= Material shown =
- Opening Delimiter -

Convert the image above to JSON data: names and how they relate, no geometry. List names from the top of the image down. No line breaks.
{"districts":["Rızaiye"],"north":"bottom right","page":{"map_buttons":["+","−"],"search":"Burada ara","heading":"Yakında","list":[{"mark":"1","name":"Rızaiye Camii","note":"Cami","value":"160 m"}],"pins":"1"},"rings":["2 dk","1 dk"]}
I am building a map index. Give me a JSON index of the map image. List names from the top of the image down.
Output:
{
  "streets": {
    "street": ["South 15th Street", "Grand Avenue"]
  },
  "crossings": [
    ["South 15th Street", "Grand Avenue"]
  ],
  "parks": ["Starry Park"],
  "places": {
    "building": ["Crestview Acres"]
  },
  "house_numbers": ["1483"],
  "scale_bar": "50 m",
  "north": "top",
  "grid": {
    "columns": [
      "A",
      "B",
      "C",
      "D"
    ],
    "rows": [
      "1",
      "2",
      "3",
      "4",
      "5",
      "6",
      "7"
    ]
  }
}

- Closing Delimiter -
- Opening Delimiter -

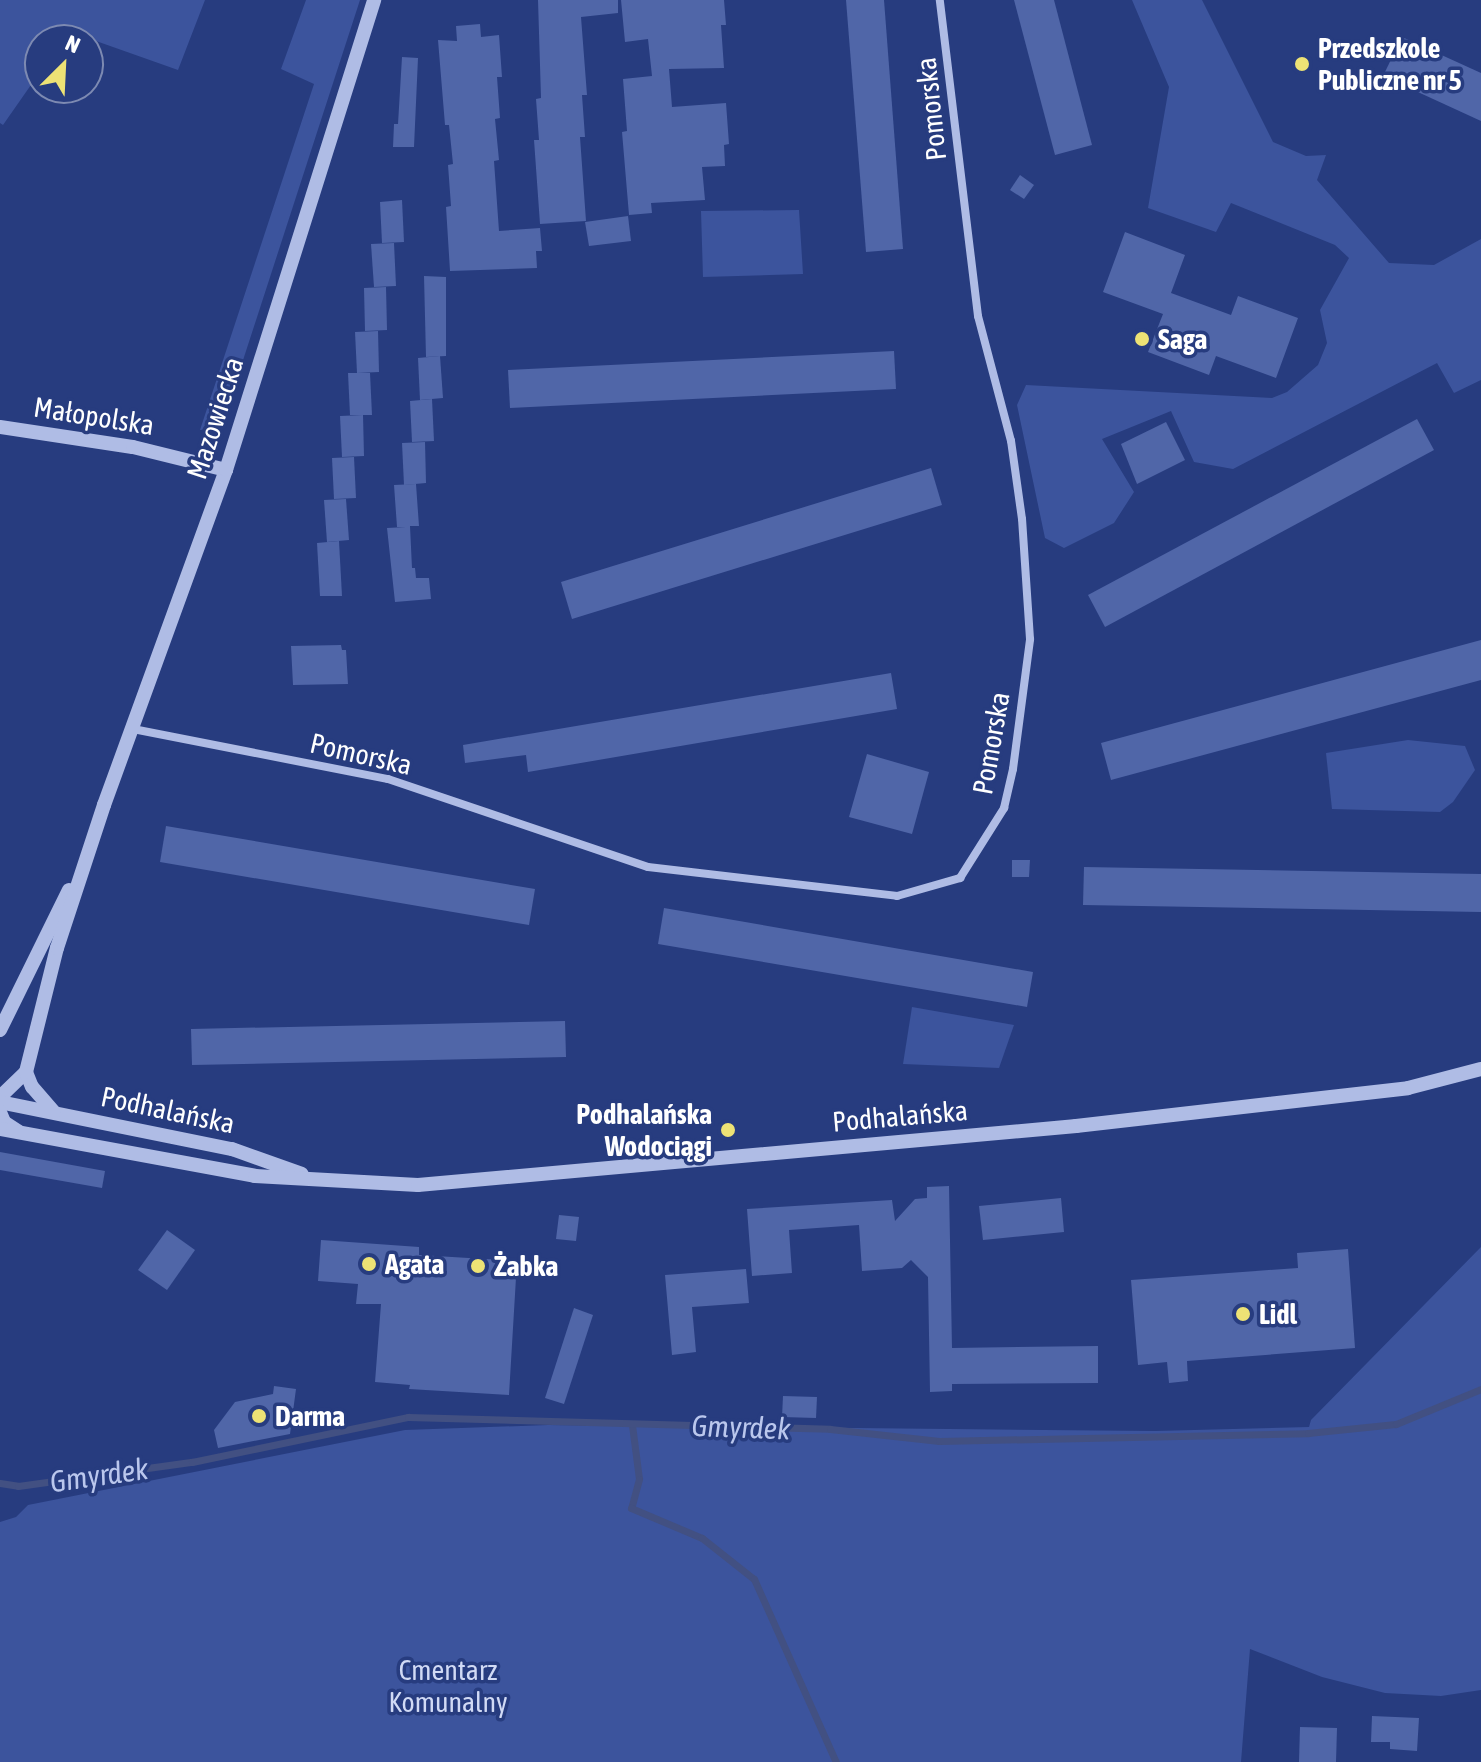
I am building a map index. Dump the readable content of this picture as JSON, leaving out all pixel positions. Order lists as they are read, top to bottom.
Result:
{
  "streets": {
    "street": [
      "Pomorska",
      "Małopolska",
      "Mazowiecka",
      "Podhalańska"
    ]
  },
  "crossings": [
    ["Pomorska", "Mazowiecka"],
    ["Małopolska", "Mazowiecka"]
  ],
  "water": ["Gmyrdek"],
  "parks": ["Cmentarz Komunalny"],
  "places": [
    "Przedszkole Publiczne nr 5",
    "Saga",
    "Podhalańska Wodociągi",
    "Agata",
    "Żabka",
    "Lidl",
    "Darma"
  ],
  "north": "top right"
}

- Closing Delimiter -

= Requirement =
Check the records above line by line and tally those holding the string "index". Answer with the number only.

= Expected answer =
2